Major Donors and Provenances (Books)

Wesleyan's library holdings, one of the University's largest capital investments, represent the activities, hopes, and visions of hundreds of donors and collection builders over more than 17 decades. The quality of an individually-built collection, resulting from a subject focus and knowledge, often enriches the library disproportionately to its quantity. Gifts of such collections, as well as of endowed funds to support a particular interest, are what gives character to an academic library, and one of SC&A's primary objectives is to provide permanent caring stewardship for these intentions.

A perennially useful feature of the 1942 Library Handbook is the chronological list of "Endowment Funds, Gifts and Special Collections in the Library." Most of these contributed to the general library holdings, but some are partially or entirely in SC&A. The following names, mostly not included in the 1942 listing, have particularly shaped the character of Wesleyan's Special Collections in the 20th century.

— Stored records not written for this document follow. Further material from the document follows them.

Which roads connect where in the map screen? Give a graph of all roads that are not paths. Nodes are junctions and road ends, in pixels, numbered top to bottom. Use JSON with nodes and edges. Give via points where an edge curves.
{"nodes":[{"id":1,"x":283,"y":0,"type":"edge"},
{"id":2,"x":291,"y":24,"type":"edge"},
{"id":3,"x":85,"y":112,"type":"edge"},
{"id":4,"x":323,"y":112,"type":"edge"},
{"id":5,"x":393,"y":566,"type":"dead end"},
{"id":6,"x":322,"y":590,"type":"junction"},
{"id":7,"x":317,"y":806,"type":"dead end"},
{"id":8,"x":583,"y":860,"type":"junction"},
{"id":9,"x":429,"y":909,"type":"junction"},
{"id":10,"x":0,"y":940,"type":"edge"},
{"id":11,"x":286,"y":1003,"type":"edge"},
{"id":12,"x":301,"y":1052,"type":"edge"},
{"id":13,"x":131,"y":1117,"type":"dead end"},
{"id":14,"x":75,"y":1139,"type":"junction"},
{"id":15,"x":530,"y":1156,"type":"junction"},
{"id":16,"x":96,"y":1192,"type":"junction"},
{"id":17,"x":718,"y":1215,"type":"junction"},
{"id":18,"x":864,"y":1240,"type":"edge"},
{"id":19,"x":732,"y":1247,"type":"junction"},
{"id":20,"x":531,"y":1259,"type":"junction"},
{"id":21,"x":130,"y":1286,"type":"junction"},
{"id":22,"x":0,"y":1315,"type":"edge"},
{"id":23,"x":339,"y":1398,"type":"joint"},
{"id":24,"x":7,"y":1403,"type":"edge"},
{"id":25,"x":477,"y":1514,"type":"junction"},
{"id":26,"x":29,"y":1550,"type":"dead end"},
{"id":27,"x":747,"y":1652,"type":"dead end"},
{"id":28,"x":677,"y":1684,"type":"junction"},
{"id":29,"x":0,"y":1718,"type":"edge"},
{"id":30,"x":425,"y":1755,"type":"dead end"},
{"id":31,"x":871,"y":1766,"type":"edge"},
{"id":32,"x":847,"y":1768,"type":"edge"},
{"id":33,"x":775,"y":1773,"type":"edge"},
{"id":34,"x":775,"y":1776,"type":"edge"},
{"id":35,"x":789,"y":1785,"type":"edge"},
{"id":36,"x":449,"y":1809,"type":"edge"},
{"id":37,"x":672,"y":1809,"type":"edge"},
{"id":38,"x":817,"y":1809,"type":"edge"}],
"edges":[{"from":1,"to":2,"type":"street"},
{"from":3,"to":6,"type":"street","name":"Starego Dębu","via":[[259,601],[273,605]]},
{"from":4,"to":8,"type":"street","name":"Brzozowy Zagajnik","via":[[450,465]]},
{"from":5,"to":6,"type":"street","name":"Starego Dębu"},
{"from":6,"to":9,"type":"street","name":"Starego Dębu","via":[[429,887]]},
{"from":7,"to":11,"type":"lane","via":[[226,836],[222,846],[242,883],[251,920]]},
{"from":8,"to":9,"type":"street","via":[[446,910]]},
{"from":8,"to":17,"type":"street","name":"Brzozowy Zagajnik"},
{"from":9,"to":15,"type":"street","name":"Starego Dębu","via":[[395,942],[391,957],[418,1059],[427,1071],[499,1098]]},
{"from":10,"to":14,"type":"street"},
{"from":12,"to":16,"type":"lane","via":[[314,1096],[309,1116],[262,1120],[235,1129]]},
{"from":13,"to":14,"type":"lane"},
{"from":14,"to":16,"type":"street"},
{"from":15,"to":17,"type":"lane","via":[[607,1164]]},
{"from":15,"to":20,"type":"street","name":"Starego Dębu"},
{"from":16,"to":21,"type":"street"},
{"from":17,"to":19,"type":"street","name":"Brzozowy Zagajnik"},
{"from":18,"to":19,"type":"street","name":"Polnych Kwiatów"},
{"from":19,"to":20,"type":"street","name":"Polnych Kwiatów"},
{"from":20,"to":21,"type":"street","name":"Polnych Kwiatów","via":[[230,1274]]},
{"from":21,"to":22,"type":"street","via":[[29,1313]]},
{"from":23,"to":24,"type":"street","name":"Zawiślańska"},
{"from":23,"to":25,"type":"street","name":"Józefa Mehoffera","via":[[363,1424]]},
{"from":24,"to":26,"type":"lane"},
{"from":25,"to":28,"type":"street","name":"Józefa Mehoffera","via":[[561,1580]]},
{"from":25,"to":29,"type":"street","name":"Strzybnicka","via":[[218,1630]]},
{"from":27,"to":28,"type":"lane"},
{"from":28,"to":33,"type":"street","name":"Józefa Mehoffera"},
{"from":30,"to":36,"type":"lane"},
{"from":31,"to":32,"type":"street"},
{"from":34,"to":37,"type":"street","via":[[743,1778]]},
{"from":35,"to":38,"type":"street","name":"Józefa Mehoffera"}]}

George Willets Davison, class of 1892
His rare book collection, received after his death in 1953 as well as earlier, serves as the nucleus of Wesleyan's rare books. One of Wesleyan's principal benefactors in many areas, Davison long served as president of the Trustees, Among his collecting interests were early printed books, illustrated books, fine typography, and first editions of English literature and thought.
Albert Wheeler Johnston, class of 1893
The donor of spectacular early atlases and remarkable examples of Americana, Johnston served as a Trustee from 1914 to 1949, leaving a lasting imprint on the Wesleyan campus through his devoted attention to its buildings and grounds. Something major should be named for him.
Clarence Seymour Wadsworth
A prominent Middletown resident, Colonel Wadsworth collected five thousand or more books, mostly 16th and 17th century editions of classical authors, which were presented to Wesleyan by his family in 1942.
Frank Kirkwood Hallock, class of 1882
A physician specializing in psychiatry and neurology and a Trustee, Dr. Hallock avidly pursued books by and about most of the leading figures in 19th-century American literature. The 1600 volumes, most of which he purchased at very small cost, were presented in the early 1930s and include many obscure editions.
George Seymour Godard, class of 1892
Connecticut State Librarian for a quarter of a century and a Trustee, his library of over 30,000 volumes, mostly Americana, was presented by his family in 1937 and includes many Special Collections items.
George Bartlett Curtis, class of 1916
His 1500 books on the Bacon-Shakespeare controversy, published from the late 16th century up to 1950, were presented by his widow and son in 1960.
Foster Macy Johnson, class of 1921
His 1973 gift of books and ephemera from the Kelmscott, Doves, and Ashendene Presses considerably augmented our holdings of these major influences on modern fine printing.
E. Harold Hugo, Hon. 1970
The longtime president and director of the standard-setting Meriden Gravure Company gave over the years numerous examples of fine typography and illustrated books from many centuries.
Hugh Lancelot Beales
Beales, who taught for half a century at the London School of Economics, amassed about 10,000 books and pamphlets dealing with social and economic reform in Great Britain, particularly in the 19th century. Selections from his library, which was purchased by Wesleyan in 1958, are kept in SC&A.
Caroline Clark Barney, class of 1895
Her 1949 bequest included her personal library of poetry and a substantial endowment for the purchase of additional poetry. During the 1960s and early 1970s the fund's accumulation allowed hundreds of splendid Special Collections acquisitions.
Hamill & Barker
Most of our current purchases are made through an endowment fund established in 1987 with a gift from the estates of Chicago antiquarian booksellers Frances Hamill and Margery Barker "exclusively for the acquisition or preservation of rare books and manuscripts." Longtime friends of the Wesleyan Library, Hamill & Barker wanted their money to go to several institutions where it would make a difference; it certainly has at Wesleyan.